Task item
In the data that follows, every line containing the word "edges" should be returned.

Saved data entries
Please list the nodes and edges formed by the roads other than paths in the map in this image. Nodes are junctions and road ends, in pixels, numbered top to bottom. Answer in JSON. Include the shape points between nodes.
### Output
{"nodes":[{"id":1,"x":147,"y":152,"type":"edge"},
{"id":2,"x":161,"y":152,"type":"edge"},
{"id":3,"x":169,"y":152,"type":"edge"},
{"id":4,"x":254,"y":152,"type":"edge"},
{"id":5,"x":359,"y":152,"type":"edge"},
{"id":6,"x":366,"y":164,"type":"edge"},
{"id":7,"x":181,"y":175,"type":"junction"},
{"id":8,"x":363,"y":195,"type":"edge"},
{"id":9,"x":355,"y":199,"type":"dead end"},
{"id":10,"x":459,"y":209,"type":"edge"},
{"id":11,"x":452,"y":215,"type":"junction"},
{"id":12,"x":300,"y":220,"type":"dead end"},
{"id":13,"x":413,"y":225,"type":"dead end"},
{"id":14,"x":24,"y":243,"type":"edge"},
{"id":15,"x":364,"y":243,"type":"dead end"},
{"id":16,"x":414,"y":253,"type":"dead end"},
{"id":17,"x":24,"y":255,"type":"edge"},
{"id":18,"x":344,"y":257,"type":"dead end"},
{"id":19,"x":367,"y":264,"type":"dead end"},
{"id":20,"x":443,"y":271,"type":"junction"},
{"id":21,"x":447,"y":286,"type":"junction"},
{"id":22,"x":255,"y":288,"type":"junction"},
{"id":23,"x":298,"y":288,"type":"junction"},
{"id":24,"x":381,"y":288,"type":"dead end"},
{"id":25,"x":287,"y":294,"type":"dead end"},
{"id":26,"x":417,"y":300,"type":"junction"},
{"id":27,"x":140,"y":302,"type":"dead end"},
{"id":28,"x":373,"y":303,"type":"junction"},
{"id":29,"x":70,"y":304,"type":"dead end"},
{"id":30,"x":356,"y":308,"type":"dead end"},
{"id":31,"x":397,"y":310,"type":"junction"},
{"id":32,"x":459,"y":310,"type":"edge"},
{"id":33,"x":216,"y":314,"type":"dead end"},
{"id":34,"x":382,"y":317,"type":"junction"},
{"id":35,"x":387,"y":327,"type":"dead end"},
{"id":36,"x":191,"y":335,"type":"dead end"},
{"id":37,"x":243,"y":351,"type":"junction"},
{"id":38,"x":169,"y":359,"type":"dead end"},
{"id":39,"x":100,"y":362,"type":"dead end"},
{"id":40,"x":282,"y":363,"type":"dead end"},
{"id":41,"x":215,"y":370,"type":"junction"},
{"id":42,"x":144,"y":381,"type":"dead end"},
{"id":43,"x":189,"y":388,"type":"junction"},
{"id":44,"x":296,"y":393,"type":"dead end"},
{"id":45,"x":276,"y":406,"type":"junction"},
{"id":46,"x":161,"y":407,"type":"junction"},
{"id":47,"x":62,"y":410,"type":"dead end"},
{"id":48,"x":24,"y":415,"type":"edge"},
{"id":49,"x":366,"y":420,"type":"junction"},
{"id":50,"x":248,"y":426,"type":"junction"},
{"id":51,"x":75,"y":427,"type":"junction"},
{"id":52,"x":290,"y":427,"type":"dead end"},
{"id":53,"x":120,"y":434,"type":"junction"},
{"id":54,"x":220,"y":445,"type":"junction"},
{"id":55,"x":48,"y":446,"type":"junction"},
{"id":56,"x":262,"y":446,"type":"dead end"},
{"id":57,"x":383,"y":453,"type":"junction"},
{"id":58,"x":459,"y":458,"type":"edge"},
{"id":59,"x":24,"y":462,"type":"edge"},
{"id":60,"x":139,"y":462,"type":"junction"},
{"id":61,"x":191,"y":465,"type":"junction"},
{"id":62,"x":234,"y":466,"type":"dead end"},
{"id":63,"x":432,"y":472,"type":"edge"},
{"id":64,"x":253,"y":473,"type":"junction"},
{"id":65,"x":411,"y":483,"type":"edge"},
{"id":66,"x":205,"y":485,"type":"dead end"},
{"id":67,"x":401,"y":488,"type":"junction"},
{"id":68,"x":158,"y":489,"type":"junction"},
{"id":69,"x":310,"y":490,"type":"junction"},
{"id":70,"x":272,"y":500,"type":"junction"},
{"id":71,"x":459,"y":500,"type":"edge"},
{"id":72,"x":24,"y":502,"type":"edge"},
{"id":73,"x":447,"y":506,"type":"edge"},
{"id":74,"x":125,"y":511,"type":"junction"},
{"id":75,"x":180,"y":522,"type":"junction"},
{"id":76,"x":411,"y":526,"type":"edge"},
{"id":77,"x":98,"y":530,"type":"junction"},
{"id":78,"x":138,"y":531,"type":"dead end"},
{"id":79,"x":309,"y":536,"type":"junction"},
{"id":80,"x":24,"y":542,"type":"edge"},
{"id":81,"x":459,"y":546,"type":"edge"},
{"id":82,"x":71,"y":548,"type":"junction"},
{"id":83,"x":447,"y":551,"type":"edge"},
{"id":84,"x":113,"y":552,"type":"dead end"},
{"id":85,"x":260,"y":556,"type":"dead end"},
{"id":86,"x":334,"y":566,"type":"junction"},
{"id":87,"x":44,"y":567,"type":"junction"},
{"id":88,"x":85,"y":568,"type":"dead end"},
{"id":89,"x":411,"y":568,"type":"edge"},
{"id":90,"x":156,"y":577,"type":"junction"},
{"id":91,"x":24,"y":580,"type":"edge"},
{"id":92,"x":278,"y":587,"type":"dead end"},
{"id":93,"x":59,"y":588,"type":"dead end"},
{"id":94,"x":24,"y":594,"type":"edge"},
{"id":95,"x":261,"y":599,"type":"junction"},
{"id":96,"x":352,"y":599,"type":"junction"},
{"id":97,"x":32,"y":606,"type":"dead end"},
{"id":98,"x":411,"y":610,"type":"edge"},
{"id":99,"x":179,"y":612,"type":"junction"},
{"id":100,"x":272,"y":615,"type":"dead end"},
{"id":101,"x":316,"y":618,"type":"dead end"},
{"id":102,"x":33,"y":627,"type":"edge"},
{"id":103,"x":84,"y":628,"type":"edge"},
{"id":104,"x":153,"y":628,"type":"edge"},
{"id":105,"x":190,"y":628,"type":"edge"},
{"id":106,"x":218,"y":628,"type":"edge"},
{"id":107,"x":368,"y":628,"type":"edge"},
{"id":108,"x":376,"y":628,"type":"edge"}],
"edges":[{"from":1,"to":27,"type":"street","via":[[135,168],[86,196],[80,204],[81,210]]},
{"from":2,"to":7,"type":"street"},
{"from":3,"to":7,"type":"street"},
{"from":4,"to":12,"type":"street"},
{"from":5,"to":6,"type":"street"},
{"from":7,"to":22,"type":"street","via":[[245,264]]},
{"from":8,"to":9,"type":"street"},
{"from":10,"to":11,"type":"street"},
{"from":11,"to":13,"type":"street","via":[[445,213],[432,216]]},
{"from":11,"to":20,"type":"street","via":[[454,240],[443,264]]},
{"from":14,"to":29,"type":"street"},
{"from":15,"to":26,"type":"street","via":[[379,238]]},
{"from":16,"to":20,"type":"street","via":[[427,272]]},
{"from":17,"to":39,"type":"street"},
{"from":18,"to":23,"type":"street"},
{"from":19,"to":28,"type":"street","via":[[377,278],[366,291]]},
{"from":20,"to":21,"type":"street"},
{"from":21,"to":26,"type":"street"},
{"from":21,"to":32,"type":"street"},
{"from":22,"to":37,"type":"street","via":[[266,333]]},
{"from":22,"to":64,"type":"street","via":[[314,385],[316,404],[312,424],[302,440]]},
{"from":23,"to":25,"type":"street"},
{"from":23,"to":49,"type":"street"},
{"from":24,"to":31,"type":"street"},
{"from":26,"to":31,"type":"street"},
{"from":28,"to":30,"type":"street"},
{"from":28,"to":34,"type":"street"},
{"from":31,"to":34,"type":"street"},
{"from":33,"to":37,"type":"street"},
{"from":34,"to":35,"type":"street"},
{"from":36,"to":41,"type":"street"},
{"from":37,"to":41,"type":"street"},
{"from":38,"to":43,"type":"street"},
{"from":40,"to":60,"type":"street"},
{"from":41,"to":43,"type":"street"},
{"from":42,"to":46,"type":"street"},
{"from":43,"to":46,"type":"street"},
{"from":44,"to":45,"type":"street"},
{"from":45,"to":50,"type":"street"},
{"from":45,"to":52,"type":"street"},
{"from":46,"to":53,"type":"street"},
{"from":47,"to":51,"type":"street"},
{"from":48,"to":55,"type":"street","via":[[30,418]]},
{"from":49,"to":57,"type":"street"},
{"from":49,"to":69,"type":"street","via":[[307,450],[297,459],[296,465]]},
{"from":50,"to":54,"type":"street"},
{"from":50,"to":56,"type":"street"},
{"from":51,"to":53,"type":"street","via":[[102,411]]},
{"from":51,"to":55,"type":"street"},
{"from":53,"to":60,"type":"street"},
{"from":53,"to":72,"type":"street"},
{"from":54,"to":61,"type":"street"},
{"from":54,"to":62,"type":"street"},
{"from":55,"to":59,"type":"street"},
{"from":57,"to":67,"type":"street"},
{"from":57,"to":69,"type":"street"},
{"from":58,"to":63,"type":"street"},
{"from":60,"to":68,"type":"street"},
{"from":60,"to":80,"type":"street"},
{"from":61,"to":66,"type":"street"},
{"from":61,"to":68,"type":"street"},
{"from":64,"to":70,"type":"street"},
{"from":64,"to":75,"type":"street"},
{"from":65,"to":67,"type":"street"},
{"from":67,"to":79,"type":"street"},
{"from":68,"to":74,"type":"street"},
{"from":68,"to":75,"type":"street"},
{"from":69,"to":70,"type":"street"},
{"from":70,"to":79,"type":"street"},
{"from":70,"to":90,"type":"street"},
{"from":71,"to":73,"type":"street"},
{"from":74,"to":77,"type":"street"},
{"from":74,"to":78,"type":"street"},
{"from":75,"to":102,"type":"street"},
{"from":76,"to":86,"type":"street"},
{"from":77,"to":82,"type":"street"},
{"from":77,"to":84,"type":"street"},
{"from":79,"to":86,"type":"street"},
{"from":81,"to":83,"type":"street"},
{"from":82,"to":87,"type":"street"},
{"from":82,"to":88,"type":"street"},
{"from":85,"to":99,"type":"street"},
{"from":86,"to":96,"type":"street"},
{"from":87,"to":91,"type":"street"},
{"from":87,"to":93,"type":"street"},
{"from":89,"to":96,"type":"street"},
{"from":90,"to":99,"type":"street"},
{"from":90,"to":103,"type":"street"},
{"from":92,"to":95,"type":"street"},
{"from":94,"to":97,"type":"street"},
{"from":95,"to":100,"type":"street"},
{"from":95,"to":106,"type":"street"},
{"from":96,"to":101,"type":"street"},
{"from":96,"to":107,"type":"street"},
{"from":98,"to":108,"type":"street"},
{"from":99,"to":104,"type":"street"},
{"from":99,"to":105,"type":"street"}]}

Final answer
Please list the nodes and edges formed by the roads other than paths in the map in this image. Nodes are junctions and road ends, in pixels, numbered top to bottom. Answer in JSON. Include the shape points between nodes.
"edges":[{"from":1,"to":27,"type":"street","via":[[135,168],[86,196],[80,204],[81,210]]},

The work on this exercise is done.